EXERCISE DIRECTIONS :: Please restate each entry below, word for word.

RECORDED DATA ::
★ ★ ★ ★ ★

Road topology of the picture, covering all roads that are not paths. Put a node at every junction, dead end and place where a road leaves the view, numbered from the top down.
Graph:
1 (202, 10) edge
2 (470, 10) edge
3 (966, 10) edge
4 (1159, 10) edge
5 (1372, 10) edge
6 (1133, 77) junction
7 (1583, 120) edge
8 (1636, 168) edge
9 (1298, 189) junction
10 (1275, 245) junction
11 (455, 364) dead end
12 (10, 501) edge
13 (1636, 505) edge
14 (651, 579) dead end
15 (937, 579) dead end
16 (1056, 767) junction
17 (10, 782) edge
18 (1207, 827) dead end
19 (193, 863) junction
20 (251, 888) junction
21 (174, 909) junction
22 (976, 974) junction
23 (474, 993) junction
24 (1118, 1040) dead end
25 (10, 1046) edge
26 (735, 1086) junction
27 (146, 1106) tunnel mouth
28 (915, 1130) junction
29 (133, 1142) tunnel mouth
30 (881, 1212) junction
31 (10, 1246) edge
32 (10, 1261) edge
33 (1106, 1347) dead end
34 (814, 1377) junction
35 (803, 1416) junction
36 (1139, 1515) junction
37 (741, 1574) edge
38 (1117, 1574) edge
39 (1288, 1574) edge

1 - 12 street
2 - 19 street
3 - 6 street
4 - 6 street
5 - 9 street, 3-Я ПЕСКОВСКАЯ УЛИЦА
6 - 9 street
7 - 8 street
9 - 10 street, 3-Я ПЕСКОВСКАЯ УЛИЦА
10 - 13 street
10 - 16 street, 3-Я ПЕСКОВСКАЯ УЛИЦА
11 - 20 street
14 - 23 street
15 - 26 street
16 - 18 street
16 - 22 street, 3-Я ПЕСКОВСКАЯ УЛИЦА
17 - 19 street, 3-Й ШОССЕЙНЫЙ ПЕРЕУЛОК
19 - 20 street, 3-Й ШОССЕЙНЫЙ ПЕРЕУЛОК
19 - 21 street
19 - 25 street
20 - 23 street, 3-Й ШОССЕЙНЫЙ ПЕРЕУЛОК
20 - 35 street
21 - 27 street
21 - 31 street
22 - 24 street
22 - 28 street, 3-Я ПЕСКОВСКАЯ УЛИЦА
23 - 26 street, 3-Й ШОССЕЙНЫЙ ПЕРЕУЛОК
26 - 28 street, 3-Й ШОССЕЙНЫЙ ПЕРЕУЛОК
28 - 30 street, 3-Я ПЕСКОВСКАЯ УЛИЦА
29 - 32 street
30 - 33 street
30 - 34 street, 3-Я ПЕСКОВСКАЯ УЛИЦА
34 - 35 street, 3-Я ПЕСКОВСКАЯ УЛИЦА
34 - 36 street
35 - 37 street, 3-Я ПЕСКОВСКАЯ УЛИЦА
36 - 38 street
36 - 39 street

★ ★ ★ ★ ★

RESPONSE ::
Road topology of the picture, covering all roads that are not paths. Put a node at every junction, dead end and place where a road leaves the view, numbered from the top down.
Graph:
1 (202, 10) edge
2 (470, 10) edge
3 (966, 10) edge
4 (1159, 10) edge
5 (1372, 10) edge
6 (1133, 77) junction
7 (1583, 120) edge
8 (1636, 168) edge
9 (1298, 189) junction
10 (1275, 245) junction
11 (455, 364) dead end
12 (10, 501) edge
13 (1636, 505) edge
14 (651, 579) dead end
15 (937, 579) dead end
16 (1056, 767) junction
17 (10, 782) edge
18 (1207, 827) dead end
19 (193, 863) junction
20 (251, 888) junction
21 (174, 909) junction
22 (976, 974) junction
23 (474, 993) junction
24 (1118, 1040) dead end
25 (10, 1046) edge
26 (735, 1086) junction
27 (146, 1106) tunnel mouth
28 (915, 1130) junction
29 (133, 1142) tunnel mouth
30 (881, 1212) junction
31 (10, 1246) edge
32 (10, 1261) edge
33 (1106, 1347) dead end
34 (814, 1377) junction
35 (803, 1416) junction
36 (1139, 1515) junction
37 (741, 1574) edge
38 (1117, 1574) edge
39 (1288, 1574) edge

1 - 12 street
2 - 19 street
3 - 6 street
4 - 6 street
5 - 9 street, 3-Я ПЕСКОВСКАЯ УЛИЦА
6 - 9 street
7 - 8 street
9 - 10 street, 3-Я ПЕСКОВСКАЯ УЛИЦА
10 - 13 street
10 - 16 street, 3-Я ПЕСКОВСКАЯ УЛИЦА
11 - 20 street
14 - 23 street
15 - 26 street
16 - 18 street
16 - 22 street, 3-Я ПЕСКОВСКАЯ УЛИЦА
17 - 19 street, 3-Й ШОССЕЙНЫЙ ПЕРЕУЛОК
19 - 20 street, 3-Й ШОССЕЙНЫЙ ПЕРЕУЛОК
19 - 21 street
19 - 25 street
20 - 23 street, 3-Й ШОССЕЙНЫЙ ПЕРЕУЛОК
20 - 35 street
21 - 27 street
21 - 31 street
22 - 24 street
22 - 28 street, 3-Я ПЕСКОВСКАЯ УЛИЦА
23 - 26 street, 3-Й ШОССЕЙНЫЙ ПЕРЕУЛОК
26 - 28 street, 3-Й ШОССЕЙНЫЙ ПЕРЕУЛОК
28 - 30 street, 3-Я ПЕСКОВСКАЯ УЛИЦА
29 - 32 street
30 - 33 street
30 - 34 street, 3-Я ПЕСКОВСКАЯ УЛИЦА
34 - 35 street, 3-Я ПЕСКОВСКАЯ УЛИЦА
34 - 36 street
35 - 37 street, 3-Я ПЕСКОВСКАЯ УЛИЦА
36 - 38 street
36 - 39 street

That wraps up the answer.